Problem: Check every line of the entries below for the word "highway", then give only the number of lines that have it.
[Information Boundary: Start]
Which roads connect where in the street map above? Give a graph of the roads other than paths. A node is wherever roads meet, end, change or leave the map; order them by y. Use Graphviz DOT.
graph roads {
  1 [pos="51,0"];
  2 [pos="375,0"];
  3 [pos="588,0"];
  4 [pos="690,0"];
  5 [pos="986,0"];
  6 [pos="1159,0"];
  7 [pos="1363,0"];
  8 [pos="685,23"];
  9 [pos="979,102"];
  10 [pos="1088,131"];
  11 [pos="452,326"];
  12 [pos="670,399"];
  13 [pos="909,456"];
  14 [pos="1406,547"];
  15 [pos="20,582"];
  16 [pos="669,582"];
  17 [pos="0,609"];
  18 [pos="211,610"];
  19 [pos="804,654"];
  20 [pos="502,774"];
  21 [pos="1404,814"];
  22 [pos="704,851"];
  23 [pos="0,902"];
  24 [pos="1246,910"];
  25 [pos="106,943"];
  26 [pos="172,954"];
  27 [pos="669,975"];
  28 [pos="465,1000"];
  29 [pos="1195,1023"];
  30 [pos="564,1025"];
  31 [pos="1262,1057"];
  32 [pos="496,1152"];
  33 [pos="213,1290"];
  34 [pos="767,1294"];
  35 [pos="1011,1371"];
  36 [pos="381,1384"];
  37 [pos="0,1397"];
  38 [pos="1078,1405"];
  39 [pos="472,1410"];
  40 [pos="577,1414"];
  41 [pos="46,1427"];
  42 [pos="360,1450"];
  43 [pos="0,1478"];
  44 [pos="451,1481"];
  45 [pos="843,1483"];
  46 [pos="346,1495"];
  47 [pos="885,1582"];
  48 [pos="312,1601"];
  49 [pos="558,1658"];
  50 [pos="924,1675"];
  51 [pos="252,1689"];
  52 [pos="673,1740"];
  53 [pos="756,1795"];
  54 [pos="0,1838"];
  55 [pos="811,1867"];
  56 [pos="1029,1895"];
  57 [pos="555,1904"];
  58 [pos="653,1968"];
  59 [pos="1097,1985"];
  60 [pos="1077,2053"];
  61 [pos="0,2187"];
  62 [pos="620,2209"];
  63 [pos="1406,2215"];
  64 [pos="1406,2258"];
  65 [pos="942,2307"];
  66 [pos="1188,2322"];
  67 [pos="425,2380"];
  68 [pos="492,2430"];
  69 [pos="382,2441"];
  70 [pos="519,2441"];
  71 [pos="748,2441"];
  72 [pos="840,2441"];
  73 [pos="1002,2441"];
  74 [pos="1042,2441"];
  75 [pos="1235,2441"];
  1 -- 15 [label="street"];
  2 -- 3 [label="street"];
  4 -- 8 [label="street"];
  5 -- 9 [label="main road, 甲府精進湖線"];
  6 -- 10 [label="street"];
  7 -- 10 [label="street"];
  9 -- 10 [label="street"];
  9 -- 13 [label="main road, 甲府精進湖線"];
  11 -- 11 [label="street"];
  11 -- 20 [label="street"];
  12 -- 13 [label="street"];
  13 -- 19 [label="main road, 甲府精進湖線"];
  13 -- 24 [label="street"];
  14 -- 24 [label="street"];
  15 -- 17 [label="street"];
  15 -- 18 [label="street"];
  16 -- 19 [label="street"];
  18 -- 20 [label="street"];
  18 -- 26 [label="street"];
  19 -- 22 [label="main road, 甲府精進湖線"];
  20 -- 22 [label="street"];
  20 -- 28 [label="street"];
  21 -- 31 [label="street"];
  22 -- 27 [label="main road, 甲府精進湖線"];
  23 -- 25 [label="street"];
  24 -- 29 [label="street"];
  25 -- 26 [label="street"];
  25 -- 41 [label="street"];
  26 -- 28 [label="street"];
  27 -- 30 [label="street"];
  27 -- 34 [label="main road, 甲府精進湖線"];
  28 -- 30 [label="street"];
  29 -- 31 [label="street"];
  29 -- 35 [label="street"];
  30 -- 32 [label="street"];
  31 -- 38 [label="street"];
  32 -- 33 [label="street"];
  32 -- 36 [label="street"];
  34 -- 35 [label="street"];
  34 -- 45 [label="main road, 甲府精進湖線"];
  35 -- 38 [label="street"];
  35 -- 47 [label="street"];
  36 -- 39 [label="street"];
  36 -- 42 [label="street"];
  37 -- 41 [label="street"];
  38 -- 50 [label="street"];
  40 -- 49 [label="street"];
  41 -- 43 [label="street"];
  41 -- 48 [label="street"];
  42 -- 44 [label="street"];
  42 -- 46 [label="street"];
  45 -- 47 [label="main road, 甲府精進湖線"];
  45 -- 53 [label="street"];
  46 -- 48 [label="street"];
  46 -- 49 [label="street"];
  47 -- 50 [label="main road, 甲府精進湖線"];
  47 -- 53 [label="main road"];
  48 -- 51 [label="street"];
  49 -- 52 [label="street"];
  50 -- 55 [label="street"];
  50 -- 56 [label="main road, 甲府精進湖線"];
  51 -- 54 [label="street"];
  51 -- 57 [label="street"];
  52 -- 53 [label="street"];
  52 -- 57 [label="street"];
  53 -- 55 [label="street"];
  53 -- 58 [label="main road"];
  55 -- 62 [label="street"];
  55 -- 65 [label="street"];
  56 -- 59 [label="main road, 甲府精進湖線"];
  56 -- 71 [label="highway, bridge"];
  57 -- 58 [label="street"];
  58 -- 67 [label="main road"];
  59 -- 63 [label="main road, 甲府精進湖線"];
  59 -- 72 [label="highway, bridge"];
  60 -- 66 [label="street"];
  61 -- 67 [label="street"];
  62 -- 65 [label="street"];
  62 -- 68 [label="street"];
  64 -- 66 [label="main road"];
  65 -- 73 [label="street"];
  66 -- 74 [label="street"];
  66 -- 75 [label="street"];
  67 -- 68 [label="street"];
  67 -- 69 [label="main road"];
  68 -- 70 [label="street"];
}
[Information Boundary: End]
Response area: 2